:: Available records

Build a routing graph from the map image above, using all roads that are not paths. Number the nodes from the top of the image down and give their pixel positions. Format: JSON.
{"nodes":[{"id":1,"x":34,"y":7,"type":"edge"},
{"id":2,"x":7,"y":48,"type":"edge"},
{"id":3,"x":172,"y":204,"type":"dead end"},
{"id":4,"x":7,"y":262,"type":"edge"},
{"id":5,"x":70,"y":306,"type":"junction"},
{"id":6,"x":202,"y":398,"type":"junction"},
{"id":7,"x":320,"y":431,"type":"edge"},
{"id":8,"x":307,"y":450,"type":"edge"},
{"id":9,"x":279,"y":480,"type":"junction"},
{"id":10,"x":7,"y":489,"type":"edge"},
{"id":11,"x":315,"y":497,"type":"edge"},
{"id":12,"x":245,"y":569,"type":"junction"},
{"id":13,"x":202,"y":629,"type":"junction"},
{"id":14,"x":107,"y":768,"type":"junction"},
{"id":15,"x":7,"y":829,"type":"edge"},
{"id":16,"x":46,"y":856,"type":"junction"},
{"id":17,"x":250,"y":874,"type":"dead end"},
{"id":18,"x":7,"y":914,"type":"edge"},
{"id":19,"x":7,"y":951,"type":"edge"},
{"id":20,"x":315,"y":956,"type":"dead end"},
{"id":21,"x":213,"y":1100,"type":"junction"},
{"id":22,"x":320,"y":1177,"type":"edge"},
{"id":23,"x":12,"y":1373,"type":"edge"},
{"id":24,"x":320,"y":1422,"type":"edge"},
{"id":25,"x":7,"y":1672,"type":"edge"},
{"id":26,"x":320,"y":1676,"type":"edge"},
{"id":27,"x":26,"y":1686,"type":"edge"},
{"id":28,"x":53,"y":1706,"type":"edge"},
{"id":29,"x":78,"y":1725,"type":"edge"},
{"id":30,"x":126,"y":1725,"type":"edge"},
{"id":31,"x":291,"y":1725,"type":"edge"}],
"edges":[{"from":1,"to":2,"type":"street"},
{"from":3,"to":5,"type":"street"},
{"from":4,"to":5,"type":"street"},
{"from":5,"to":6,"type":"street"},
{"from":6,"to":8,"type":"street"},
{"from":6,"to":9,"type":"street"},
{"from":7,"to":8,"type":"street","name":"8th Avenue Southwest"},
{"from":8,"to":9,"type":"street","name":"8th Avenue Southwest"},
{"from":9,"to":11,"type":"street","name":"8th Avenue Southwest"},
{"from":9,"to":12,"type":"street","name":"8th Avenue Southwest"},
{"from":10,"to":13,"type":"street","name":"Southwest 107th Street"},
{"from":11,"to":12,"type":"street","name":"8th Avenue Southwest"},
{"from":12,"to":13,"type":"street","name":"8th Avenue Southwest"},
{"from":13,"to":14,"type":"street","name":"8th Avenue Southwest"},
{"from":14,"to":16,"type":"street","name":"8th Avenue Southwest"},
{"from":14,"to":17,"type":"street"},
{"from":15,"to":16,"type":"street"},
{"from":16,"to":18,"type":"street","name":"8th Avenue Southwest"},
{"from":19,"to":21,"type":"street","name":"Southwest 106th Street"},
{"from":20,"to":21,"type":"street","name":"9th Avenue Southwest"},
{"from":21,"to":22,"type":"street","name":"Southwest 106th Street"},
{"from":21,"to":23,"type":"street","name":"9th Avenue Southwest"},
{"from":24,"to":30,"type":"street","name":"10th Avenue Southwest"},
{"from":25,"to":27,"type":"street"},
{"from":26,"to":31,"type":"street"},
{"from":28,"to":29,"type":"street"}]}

::::

[Task to complete]:
Those lines above that contain the string "junction" should be returned.

[Answer below]:
{"id":5,"x":70,"y":306,"type":"junction"},
{"id":6,"x":202,"y":398,"type":"junction"},
{"id":9,"x":279,"y":480,"type":"junction"},
{"id":12,"x":245,"y":569,"type":"junction"},
{"id":13,"x":202,"y":629,"type":"junction"},
{"id":14,"x":107,"y":768,"type":"junction"},
{"id":16,"x":46,"y":856,"type":"junction"},
{"id":21,"x":213,"y":1100,"type":"junction"},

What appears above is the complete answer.